---------- INFORMATION SUPPLIED

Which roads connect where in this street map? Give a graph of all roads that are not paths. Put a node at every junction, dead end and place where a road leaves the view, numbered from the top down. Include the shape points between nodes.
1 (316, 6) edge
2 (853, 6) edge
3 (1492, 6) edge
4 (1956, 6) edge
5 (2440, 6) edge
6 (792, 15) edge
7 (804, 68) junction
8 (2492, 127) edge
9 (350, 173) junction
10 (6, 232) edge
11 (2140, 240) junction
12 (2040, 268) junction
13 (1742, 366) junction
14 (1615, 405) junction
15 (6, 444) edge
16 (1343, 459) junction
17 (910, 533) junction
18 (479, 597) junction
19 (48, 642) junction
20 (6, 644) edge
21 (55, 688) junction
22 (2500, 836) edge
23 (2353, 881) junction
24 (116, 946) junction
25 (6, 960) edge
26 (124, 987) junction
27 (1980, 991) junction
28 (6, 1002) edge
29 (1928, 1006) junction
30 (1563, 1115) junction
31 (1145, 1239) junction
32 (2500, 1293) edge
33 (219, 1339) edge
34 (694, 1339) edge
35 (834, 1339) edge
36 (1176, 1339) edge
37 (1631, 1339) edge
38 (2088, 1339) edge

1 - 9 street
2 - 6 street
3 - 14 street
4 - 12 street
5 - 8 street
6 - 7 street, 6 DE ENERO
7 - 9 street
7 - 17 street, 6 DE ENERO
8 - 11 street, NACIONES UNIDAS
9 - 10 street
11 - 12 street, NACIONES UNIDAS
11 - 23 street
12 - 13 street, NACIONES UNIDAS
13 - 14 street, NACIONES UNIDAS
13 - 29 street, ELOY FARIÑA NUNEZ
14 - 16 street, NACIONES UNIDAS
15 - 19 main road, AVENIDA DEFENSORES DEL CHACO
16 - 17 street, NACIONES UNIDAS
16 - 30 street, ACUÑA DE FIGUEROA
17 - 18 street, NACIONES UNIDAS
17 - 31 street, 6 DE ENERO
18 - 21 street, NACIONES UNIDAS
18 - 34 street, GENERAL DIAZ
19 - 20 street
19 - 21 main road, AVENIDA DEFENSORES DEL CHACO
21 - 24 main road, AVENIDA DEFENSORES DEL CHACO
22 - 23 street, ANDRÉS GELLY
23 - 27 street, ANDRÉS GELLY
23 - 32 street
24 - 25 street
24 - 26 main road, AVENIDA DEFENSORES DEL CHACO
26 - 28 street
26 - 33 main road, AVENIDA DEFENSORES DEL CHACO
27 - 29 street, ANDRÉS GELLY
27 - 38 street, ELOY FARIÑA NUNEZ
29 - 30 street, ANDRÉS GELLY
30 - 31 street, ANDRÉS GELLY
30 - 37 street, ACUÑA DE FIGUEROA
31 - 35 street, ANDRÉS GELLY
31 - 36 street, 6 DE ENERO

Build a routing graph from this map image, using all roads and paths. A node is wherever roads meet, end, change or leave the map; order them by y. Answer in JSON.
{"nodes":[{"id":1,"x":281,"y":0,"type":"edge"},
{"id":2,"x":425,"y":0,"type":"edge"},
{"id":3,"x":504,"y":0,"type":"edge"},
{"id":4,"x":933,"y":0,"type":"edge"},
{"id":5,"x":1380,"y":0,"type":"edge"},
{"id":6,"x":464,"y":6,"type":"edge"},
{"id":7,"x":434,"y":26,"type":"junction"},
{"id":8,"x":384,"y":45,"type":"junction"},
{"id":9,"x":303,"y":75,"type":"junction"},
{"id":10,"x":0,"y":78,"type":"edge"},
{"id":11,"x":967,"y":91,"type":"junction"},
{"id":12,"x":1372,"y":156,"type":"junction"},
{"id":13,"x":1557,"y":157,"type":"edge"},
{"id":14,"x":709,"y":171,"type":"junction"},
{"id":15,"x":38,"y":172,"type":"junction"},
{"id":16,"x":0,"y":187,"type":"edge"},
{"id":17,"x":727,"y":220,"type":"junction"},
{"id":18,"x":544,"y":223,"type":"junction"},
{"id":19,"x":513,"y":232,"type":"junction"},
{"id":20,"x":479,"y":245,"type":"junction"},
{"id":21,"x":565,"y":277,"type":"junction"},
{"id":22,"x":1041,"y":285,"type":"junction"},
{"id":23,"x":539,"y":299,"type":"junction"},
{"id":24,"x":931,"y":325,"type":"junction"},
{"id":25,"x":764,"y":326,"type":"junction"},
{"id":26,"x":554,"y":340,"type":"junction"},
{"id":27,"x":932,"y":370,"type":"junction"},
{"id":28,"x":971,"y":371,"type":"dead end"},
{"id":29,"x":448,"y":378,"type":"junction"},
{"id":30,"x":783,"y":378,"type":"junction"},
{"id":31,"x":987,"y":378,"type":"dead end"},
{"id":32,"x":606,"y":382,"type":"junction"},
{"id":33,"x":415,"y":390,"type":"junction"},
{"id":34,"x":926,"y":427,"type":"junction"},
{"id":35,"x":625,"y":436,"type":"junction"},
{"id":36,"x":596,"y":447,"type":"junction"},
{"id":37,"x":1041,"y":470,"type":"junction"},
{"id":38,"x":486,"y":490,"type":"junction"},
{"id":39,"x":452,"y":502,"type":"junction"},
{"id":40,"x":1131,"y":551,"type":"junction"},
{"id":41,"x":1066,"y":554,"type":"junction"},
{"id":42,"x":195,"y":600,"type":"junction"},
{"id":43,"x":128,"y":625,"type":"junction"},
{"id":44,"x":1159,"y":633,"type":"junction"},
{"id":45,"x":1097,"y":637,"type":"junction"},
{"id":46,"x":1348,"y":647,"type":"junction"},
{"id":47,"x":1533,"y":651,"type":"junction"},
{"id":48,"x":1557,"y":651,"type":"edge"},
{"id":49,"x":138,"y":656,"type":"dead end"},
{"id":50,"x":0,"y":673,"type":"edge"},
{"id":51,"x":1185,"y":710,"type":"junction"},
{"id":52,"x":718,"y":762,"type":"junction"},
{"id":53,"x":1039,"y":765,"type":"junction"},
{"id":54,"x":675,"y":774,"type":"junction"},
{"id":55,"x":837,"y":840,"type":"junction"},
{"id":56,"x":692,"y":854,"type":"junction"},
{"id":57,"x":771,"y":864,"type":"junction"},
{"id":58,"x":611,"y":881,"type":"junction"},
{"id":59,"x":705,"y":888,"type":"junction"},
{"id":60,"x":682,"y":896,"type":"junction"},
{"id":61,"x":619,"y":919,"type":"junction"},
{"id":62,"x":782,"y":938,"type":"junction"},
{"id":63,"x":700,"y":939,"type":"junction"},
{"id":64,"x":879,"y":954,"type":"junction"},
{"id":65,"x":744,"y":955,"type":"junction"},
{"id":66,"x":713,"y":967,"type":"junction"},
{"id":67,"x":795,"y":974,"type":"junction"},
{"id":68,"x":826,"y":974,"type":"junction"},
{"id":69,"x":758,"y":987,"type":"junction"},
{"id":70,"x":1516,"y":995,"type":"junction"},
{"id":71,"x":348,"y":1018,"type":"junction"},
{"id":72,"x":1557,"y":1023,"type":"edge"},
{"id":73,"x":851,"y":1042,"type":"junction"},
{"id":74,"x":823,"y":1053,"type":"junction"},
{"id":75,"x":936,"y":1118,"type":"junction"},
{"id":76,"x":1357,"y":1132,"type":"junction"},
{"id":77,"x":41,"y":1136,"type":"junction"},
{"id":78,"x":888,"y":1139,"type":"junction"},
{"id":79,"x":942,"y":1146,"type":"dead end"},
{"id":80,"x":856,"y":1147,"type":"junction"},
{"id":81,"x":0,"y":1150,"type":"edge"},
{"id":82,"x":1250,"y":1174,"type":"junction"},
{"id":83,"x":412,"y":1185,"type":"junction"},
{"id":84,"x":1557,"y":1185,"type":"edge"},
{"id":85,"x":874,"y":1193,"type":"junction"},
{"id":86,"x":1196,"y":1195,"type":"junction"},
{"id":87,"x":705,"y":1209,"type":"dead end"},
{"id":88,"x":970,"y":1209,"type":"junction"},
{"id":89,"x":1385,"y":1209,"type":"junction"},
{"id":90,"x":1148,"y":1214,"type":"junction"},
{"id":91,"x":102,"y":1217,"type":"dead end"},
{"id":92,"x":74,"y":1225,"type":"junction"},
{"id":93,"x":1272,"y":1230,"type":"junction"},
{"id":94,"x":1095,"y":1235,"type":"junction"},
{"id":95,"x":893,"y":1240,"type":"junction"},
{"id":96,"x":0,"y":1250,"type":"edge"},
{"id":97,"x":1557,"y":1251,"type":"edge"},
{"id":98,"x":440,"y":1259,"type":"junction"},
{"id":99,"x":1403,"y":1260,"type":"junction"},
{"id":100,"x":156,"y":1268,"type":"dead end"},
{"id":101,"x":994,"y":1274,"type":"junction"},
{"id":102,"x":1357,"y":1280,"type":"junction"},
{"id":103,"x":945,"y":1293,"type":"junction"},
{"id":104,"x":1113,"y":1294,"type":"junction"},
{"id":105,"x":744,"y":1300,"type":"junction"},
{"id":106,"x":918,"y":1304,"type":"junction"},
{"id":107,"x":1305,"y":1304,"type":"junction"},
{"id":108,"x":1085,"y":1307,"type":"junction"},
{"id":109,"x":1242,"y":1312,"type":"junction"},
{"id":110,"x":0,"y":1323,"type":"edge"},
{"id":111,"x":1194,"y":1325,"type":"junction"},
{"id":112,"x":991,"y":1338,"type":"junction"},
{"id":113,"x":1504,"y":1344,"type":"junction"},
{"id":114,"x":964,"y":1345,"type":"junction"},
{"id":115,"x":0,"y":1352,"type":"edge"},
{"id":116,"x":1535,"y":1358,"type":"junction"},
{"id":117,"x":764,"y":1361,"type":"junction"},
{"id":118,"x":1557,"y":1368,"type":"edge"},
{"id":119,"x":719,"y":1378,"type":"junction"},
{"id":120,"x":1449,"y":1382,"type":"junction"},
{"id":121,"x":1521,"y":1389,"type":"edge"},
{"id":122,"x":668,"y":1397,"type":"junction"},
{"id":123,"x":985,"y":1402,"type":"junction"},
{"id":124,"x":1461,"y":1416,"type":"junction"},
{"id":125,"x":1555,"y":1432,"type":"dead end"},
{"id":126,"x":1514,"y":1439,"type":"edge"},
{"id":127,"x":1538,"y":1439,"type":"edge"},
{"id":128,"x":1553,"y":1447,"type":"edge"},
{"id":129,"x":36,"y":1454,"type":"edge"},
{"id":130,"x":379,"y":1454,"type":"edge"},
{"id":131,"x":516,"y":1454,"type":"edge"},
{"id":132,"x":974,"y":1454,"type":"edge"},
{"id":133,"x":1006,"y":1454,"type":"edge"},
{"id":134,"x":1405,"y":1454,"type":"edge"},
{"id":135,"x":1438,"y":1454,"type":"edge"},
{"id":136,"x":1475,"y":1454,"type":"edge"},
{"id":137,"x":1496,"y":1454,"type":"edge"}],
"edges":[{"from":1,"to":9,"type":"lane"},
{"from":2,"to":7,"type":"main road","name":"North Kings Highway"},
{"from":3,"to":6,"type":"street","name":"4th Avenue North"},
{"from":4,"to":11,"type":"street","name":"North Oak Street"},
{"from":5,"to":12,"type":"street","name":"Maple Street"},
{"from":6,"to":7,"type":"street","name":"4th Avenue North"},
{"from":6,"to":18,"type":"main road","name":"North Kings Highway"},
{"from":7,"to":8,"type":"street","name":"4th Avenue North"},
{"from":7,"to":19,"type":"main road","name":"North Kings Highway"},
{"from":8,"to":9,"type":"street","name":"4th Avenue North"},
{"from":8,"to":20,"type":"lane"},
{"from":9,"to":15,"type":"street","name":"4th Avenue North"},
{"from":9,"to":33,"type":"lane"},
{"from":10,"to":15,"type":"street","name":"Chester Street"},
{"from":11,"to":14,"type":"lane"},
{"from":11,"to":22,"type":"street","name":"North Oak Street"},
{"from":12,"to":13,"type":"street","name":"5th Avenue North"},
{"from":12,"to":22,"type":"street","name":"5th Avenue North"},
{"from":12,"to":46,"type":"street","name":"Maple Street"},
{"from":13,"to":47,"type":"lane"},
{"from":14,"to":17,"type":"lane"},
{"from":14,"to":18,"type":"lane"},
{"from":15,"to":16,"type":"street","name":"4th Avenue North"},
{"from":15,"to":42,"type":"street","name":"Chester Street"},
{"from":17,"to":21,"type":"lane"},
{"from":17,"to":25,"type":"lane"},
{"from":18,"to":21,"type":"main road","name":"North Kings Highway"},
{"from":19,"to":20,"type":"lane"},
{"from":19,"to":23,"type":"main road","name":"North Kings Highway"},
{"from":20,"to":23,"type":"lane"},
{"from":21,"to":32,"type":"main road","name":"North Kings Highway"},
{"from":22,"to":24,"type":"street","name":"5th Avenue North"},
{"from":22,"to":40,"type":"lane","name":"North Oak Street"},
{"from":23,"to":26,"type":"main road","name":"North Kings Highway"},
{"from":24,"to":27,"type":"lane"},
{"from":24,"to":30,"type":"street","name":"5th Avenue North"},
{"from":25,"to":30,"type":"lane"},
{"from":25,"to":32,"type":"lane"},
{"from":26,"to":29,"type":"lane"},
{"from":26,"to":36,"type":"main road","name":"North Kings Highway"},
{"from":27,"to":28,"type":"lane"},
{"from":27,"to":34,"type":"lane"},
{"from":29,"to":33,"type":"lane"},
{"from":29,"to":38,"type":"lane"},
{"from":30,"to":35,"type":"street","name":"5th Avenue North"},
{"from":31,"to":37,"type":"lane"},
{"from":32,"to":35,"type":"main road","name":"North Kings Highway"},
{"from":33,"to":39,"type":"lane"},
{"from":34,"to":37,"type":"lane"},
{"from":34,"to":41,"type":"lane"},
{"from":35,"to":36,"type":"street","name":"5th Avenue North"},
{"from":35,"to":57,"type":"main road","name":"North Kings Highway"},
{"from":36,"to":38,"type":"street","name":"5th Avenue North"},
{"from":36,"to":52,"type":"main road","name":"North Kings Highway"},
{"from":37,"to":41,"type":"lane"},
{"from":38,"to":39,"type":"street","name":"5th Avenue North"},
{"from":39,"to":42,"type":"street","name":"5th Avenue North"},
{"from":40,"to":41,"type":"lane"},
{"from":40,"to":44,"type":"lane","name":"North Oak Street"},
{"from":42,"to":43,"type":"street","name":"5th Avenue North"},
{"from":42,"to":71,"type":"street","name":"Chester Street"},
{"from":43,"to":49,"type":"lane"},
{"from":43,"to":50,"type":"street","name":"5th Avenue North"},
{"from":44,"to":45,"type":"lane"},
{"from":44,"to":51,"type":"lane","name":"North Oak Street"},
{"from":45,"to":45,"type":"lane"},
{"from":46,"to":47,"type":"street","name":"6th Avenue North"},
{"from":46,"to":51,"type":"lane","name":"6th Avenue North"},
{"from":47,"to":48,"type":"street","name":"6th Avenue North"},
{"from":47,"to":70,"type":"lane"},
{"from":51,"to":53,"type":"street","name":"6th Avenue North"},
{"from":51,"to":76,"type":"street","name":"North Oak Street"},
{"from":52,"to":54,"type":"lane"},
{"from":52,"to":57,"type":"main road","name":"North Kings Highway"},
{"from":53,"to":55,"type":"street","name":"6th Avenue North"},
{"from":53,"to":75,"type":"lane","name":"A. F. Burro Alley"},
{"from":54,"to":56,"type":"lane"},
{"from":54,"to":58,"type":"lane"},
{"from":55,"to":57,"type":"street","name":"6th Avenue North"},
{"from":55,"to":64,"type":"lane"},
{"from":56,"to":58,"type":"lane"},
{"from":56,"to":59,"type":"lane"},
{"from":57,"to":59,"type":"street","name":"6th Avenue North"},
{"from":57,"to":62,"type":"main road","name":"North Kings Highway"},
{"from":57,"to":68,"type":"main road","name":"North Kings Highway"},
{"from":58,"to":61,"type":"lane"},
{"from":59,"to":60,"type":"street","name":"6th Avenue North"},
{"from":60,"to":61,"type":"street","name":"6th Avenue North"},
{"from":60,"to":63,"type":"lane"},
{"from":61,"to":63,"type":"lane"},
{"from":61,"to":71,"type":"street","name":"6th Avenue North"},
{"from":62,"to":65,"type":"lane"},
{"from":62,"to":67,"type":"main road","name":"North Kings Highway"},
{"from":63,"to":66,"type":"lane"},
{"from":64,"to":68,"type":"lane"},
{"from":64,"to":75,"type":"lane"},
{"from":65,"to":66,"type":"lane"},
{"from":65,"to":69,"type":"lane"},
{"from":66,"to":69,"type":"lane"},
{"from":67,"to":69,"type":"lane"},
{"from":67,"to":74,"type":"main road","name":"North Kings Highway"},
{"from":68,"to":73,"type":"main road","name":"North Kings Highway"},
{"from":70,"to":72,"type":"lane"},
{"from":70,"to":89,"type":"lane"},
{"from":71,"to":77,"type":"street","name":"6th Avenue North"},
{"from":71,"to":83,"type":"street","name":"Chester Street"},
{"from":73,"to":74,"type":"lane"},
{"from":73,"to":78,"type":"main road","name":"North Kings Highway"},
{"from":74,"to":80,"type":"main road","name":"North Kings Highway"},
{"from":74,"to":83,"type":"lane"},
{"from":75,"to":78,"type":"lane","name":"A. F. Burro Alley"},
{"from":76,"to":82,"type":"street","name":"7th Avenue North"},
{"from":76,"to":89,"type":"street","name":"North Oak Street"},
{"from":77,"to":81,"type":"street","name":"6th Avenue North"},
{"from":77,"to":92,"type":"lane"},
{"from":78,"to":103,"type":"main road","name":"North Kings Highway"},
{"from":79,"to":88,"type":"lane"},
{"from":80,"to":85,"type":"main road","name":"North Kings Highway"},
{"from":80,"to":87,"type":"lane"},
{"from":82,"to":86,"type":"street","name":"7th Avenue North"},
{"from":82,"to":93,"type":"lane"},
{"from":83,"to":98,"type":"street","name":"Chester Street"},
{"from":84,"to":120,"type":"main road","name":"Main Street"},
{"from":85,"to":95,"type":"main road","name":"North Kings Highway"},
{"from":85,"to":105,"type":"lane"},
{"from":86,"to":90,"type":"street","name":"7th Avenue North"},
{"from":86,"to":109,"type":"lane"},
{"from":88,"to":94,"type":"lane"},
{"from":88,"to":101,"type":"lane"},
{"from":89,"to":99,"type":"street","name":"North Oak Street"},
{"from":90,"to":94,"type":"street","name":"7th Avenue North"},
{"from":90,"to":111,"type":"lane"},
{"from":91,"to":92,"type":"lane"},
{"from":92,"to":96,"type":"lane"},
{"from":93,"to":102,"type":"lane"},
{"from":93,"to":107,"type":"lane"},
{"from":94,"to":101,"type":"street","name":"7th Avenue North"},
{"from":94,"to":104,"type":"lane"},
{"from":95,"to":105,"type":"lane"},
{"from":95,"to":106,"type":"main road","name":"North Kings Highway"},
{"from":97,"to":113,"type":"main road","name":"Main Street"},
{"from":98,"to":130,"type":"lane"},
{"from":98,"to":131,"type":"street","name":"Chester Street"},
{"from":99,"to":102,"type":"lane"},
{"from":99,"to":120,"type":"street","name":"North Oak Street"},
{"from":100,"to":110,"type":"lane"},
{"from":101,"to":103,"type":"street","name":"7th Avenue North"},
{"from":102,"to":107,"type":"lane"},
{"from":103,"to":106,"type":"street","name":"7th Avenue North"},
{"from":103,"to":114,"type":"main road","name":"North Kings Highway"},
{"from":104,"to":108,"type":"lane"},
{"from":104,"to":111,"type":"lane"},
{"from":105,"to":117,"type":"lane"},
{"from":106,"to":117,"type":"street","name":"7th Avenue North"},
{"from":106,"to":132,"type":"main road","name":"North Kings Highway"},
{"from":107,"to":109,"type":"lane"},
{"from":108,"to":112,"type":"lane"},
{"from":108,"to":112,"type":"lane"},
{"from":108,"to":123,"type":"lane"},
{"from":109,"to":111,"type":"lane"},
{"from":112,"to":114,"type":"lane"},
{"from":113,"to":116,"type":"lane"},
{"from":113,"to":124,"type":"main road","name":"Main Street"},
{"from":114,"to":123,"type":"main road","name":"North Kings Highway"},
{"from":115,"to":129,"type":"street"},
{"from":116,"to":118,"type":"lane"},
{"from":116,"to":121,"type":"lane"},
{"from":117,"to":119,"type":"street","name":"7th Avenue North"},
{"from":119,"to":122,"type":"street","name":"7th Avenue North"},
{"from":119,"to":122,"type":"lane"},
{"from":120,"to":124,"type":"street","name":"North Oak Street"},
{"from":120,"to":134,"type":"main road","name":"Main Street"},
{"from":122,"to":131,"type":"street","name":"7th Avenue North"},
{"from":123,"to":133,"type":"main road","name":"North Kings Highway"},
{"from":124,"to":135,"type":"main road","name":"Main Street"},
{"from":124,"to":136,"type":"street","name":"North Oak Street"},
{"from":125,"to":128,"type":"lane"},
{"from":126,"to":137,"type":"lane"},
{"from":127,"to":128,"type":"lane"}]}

--------------------

DESCRIPTION OF THE TASK:
Which lines above include the string "AVENIDA"? Show them.

EXERCISE RESULT:
15 - 19 main road, AVENIDA DEFENSORES DEL CHACO
19 - 21 main road, AVENIDA DEFENSORES DEL CHACO
21 - 24 main road, AVENIDA DEFENSORES DEL CHACO
24 - 26 main road, AVENIDA DEFENSORES DEL CHACO
26 - 33 main road, AVENIDA DEFENSORES DEL CHACO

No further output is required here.